A Menina que habitava dentro dela era diferente!
Vislumbrava em brechas suas realizações lá adiante. Trazia a sensação de usufruir a vida, o que estaria por vir, sem a pressa dos que passam e não observam.
Espreitava a noite cair lá fora engolindo o dia, exaustivo e imbecil, revivido diariamente.
A Menina risonha sabia que o mundo lá fora morria.Só no apartamento o amparo á vida existia!
Mal iria escutar o trânsito que nunca parava. Durante a madrugada, talvez, uma sirene de ambulância ou da polícia, zuniria no frêmito de salvar ou matar. Incoerências da grande cidade com seus pequenos habitantes.

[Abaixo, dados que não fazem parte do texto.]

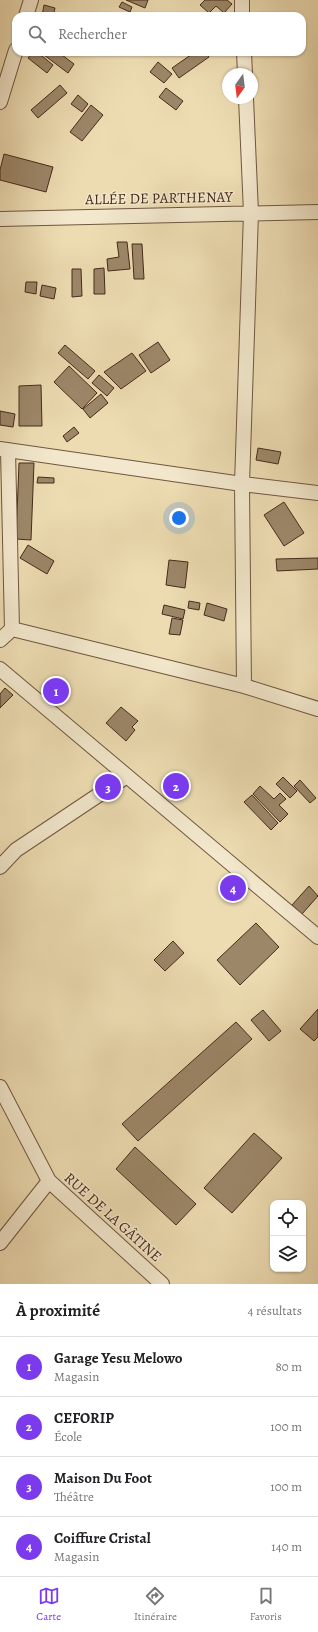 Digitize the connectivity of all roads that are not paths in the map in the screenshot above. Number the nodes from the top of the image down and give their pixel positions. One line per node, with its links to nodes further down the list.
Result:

Distanciada de tudo até dos pensamentos, enveredou-se pelo corredor atendo-se no quarto de vestir. Deixando os sapatos na entrada do quarto, foi retirando o casaco. Deixou que o vestido escorregasse pelo seu corpo.
A Moça que vivia entre seus sonhos e ânsias se permitia tocar pela leveza do tecido. A fazenda perfumada caindo pelo seu corpo trazia o arrepio. Gostava da sensação da luxúria mesclada de recato. Moças são assim, de um lado a criança que engana, do outro, a fêmea que procura desvendar suas próprias vontades. Às vezes descobre. Às vezes se cobre.
Caprichos de moça.
A meia fina trazia o conforto de se encontrar vestida. O sutiã, a comoção de estar em luvas!
Sentou-se no banquinho aveludado. Lenta e metodicamente, foi retirando a meia-calça sem pressa. A Menina lá da sala, lhe gritava:
-O dia acabou. O dia acabou.
A Moça olhou para trás certificando se a Menina ficara na sala. Sorriu.
A Mulher se levantou jogando a meia em cima de um móvel próximo. Estirou a perna direita, sentiu-se ainda calçada. Distendeu a perna esquerda, sentiu no quadril uma leve massagem.
Subiu as mãos até os cabelos os amarfanhando. Fez deles tufos, puxando-os e se deliciando com a leve dor que massageava seu cérebro.
A Mulher sabia fazer coisas bem boas para si.
Suspirou e seguiu para o seu esperado banho. Furtiva embrenhou-se nas gotas que caiam. Sumiu no meio da água.
A Mulher sabia bem fazer aquilo.
A toalha em contato com sua pele agitou sua circulação. Deixou que os cabelos presos em coque, protegidos da água, assim se mantivessem. Colocou seu robe. Não se olhou no espelho. A Mulher não gostava de se olhar no espelho.
A Menina lá na sala ria.
A Moça no closet questionava.
A mulher não tinha porque se preocupar.
Cheirosa segue até sua cama ampla e confortável. Deita-se comodamente. Respira fundo. Expele o dia, inspira a noite. Exercita-se assim por alguns minutos.
A Mulher sabe fazer coisas bem boas para si.
A Menina na sala fica doida para que esse exercício acabe.
A Moça no closet se impacienta.
A Mulher,relaxada sente todo seu corpo entorpecido.
Refestelada em seu ninho sente aconchego e proteção.
A Menina se agasta!
A moça fica sem jeito.
A Mulher plásmica deixa se dominar pelo sensorial.
O calor sobe em seu pescoço. Um arfar quente e úmido permanece, deixando rastros molhados. Seu coque é desfeito por mãos leves. Os braços vão lhe envolvendo. A respiração se descompassa. O corpo, embora imóvel, tremula em seu interior. Sente o ventre acarinhado, arranhado.
Seus seios tocados pelo hálito quente, responde arrepiando-se! Seu colo espera e de antemão conhece a impressão. Não há desalinho em seus membros. Sua mente a transporta. Seu corpo a segue... Imóvel. Deixa-se sugar por todas as sensações que sobressaem daquela boca, daquelas mãos que percorrem desavergonhada e hipoteticamente suas fantasias.
A Menina na sala acha melhor se entreter com as luzes que vêm lá da avenida.Debruça na janela e tenta ver se a ambulância vem vindo.
A Moça fica sem jeito, retorce as mãos e com um canto do olho espia.
A Mulher lânguida estertora obscenamente.
Geme e sussurra. Um leve temor em suas pernas semi-abertas deixa perceber, que ela se encontra naquele corpo.

A Mulher sabe fazer coisas bem boas para si.